When certain people in his life start disappearing, Drew Green struggles to keep his mind and family intact. Something whispers to him at night; a voice of a person no longer living. It tells him of a time long past, and a curse set to haunt the bloodline. As events eventually spin out of control, Drew finds himself at the mercy of a creature that should only reside within nightmares.
(WARNING: This review contains minor spoilers.)
After about a year or more of having this on my kindle and eventually forgetting about its existence, it finally caught my eye once again. What followed was a last minute read of the month – it’s a short book, which I was later thankful for. Initially I didn’t know what to expect, but the words akin to “disgusting” and the likes on other reviews piqued my interest. Just how bad could it be? At this point I’d say I’m pretty used to the extreme use of gore and other similar themes, so my curiosity got the better of me. My concluding opinion is that whilst involving some nasty and sensitive elements, it was largely poor in regards to story. I found myself confused most of the time, not only questioning certain plot decisions, but also of how it was paced. A scene would suddenly jump in time without it being properly conveyed, yet I’m not sure if that was supposed to be intentional or not. Either way, it came across as not entirely thought out – like Thorn rushed through the process.
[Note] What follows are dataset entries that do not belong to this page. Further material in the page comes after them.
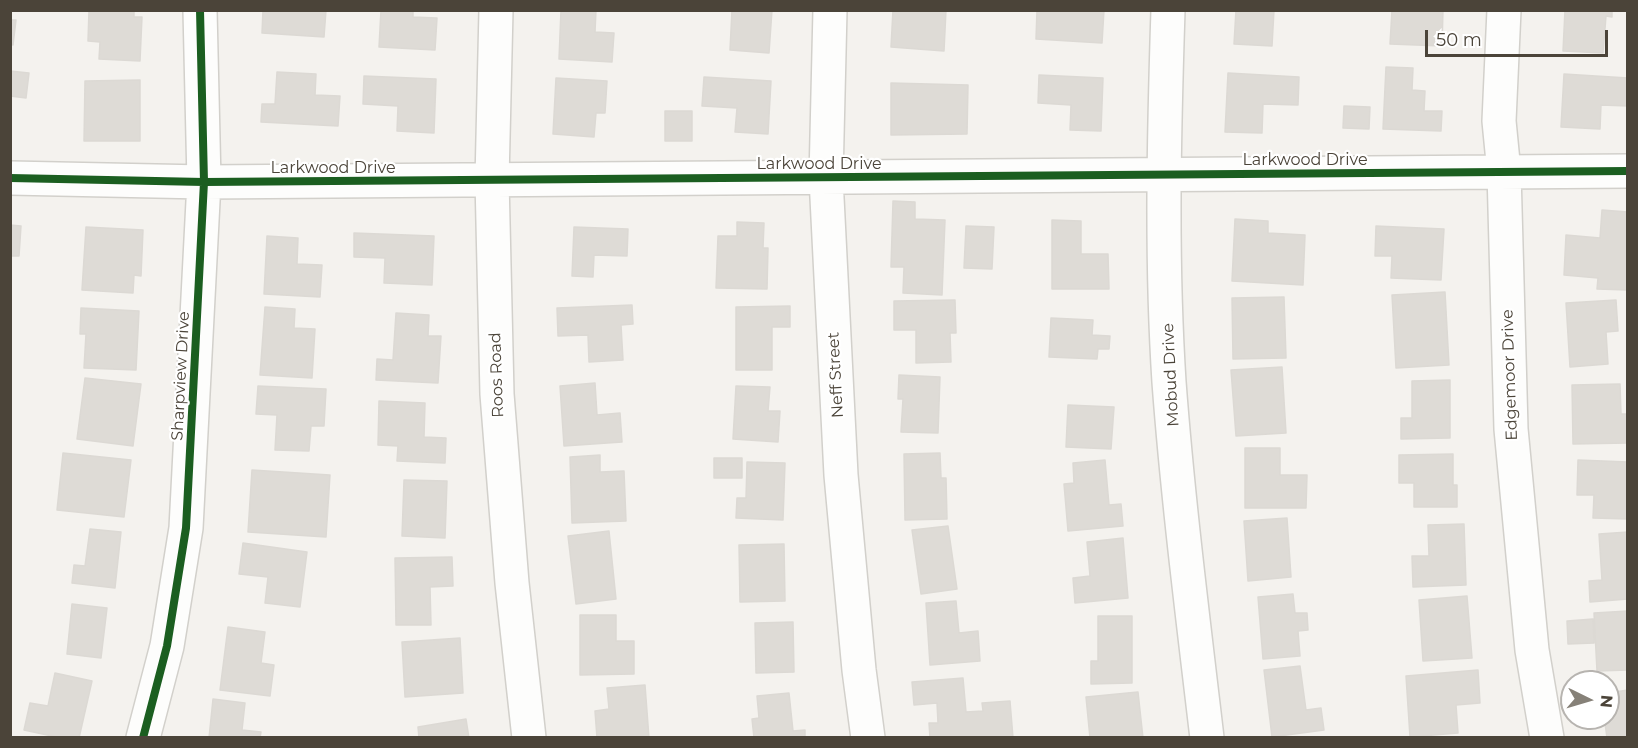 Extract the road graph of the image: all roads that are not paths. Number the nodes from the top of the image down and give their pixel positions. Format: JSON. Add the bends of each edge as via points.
{"nodes":[{"id":1,"x":200,"y":10,"type":"edge"},
{"id":2,"x":496,"y":10,"type":"edge"},
{"id":3,"x":830,"y":10,"type":"edge"},
{"id":4,"x":1168,"y":10,"type":"edge"},
{"id":5,"x":1504,"y":10,"type":"edge"},
{"id":6,"x":1628,"y":171,"type":"edge"},
{"id":7,"x":1503,"y":172,"type":"junction"},
{"id":8,"x":1163,"y":175,"type":"junction"},
{"id":9,"x":10,"y":178,"type":"edge"},
{"id":10,"x":826,"y":178,"type":"junction"},
{"id":11,"x":492,"y":180,"type":"junction"},
{"id":12,"x":204,"y":182,"type":"junction"},
{"id":13,"x":143,"y":738,"type":"edge"},
{"id":14,"x":529,"y":738,"type":"edge"},
{"id":15,"x":868,"y":738,"type":"edge"},
{"id":16,"x":1207,"y":738,"type":"edge"},
{"id":17,"x":1547,"y":738,"type":"edge"}],
"edges":[{"from":1,"to":12,"type":"street","name":"Sharpview Drive"},
{"from":2,"to":11,"type":"street","name":"Roos Road"},
{"from":3,"to":10,"type":"street","name":"Neff Street"},
{"from":4,"to":8,"type":"street","name":"Mobud Drive"},
{"from":5,"to":7,"type":"street","name":"Edgemoor Drive","via":[[1499,122]]},
{"from":6,"to":7,"type":"street","name":"Larkwood Drive"},
{"from":7,"to":8,"type":"street","name":"Larkwood Drive"},
{"from":7,"to":17,"type":"street","name":"Edgemoor Drive","via":[[1511,429],[1532,650]]},
{"from":8,"to":10,"type":"street","name":"Larkwood Drive"},
{"from":8,"to":16,"type":"street","name":"Mobud Drive","via":[[1169,380]]},
{"from":9,"to":12,"type":"street","name":"Larkwood Drive"},
{"from":10,"to":11,"type":"street","name":"Larkwood Drive"},
{"from":10,"to":15,"type":"street","name":"Neff Street","via":[[841,476]]},
{"from":11,"to":12,"type":"street","name":"Larkwood Drive"},
{"from":11,"to":14,"type":"street","name":"Roos Road","via":[[497,394]]},
{"from":12,"to":13,"type":"street","name":"Sharpview Drive","via":[[186,528],[167,646]]}]}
I can’t say I particularly liked any of the characters, nor did I understand their actions. I found Drew to be dislikeable as a person; how he treated his family was a large part of that. It was hinted throughout that he suffered from something in the past, perhaps some form of mental illness, yet it was never explained, and thus I settled into a state of aforementioned confusion whilst trying to garner what I could of the backstory. I know Ravna was a decent man in the grand scheme of things, but I didn’t get a good first impression of him and unfortunately that stuck. His introduction consisted of him fantasising about a younger waitress, which I honestly found to be offputting. He referred to her as his “gothic princess”, and the moment he noticed her in a colour other than black, the fantasy was apparently ruined. Clearly this information wasn’t relevant in any way, shape, or form, yet it was still relayed like it was somehow crucial. The others? I don’t have much to say about them, other than they lacked memorable presence.
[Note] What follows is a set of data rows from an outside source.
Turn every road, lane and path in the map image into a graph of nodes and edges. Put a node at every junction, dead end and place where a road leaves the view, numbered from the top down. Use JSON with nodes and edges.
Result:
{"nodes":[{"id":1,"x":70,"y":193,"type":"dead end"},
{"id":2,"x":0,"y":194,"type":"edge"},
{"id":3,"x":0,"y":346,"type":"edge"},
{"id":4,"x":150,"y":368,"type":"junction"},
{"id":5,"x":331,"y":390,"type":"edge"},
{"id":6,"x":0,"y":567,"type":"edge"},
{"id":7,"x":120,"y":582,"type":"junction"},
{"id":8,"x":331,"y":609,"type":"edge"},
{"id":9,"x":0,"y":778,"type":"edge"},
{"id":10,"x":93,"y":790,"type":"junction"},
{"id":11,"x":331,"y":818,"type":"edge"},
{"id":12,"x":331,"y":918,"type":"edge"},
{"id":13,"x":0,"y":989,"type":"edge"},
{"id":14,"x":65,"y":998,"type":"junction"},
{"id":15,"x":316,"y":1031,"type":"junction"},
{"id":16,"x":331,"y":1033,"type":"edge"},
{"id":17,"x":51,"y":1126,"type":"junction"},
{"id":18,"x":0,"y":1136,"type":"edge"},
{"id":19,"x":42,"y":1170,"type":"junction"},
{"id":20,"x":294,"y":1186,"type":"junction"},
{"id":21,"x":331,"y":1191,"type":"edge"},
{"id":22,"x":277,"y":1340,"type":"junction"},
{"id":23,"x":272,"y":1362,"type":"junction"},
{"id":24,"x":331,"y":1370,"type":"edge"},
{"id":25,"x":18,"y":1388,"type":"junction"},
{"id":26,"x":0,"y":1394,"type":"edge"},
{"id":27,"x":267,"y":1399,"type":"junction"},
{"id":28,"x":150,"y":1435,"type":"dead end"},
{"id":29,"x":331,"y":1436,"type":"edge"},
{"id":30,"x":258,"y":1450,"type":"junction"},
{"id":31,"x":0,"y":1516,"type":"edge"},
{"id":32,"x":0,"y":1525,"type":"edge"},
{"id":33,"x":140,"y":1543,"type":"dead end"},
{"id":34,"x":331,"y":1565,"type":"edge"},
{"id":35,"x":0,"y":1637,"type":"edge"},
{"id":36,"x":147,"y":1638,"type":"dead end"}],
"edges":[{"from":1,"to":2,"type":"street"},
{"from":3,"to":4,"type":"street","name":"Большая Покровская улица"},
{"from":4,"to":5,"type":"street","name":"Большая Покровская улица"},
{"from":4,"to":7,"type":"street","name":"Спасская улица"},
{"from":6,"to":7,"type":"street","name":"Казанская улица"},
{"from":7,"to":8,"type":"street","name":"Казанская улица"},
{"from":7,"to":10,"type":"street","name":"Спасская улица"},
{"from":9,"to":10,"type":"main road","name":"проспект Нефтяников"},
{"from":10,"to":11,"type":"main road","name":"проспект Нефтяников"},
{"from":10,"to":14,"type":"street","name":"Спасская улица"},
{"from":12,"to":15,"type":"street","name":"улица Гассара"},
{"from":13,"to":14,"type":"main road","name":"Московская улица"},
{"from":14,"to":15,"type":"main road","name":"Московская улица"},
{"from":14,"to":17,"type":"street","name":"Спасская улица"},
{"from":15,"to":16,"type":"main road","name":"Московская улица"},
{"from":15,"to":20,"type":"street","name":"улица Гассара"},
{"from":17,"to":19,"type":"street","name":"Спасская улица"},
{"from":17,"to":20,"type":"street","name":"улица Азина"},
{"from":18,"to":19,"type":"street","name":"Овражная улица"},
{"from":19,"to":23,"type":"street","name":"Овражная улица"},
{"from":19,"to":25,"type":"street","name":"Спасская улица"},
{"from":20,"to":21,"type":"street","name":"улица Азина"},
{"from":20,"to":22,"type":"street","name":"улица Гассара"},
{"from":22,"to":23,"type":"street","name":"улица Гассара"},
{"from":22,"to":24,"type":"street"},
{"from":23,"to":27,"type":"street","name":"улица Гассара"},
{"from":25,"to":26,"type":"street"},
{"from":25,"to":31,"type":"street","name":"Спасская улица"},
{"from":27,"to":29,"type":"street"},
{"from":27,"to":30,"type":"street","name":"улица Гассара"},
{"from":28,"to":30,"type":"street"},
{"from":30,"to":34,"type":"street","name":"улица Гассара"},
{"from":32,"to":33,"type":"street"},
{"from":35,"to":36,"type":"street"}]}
“Preta” and “Gaki” essentially mean the same thing – “hungry ghost” – and is a supernatural being present in Hinduism, Buddhism, Taoism, Chinese and Vietnamese folk religion. I can’t say I was familiar with the lore of this creature until I did some homework. It’s a good concept – I always like when authors include their on take on weird and wonderful monsters. I did find some discomfort in Thorn’s representation, but I was simply too distracted by other elements to really appreciate the depravity. The accounts of the past, told through the spirit of Drew’s grandfather, honestly bored me enough that I wanted to skim over; the narrative was written in such a way that didn’t pull me in, or make me care for what was happening.
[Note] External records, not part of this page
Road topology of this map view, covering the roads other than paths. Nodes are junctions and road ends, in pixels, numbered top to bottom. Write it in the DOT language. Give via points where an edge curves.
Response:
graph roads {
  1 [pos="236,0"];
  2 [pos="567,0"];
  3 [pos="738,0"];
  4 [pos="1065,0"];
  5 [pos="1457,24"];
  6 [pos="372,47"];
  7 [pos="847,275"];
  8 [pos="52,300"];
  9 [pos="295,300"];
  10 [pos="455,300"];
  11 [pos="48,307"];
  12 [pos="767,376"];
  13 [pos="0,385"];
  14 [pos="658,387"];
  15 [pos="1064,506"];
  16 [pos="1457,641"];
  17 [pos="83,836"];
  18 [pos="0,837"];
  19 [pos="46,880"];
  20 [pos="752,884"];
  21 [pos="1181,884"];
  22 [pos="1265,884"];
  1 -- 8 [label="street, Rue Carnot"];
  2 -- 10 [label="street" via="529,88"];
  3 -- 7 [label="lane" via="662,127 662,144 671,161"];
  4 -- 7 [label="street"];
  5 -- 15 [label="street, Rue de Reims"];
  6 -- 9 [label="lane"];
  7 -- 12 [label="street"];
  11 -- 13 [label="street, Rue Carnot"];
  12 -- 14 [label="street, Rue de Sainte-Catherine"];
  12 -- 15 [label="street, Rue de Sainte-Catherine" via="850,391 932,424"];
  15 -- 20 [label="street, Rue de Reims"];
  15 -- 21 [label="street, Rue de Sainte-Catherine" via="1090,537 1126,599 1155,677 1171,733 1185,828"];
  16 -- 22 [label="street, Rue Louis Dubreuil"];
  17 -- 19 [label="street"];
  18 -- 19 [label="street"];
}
If I were to detail how this could’ve been a better read for me, then it would go like this; the focus solely upon Drew or Ravna, with either one being fleshed out instead of the back and forth. Drew was supposed to be a devoted family man, yet I didn’t see that. Ravna was supposed to be some sort of hunter, yet I felt I was merely given a brief glimpse. Of course, this is my personal opinion; plenty of others thoroughly enjoyed it as it is.
In conclusion: I originally rated this three stars, however I’ve retracted one to better fit my thoughts. It was a definite miss for me – I didn’t like much about it other than the somewhat disturbing scenes of “Gaki”.
“The ‘cesspool’ you mention is humanity itself. The ‘gateway’ is the greed, lust and insatiable suffering of humankind. You can no more rid the universe of Gaki than you can of air or water.”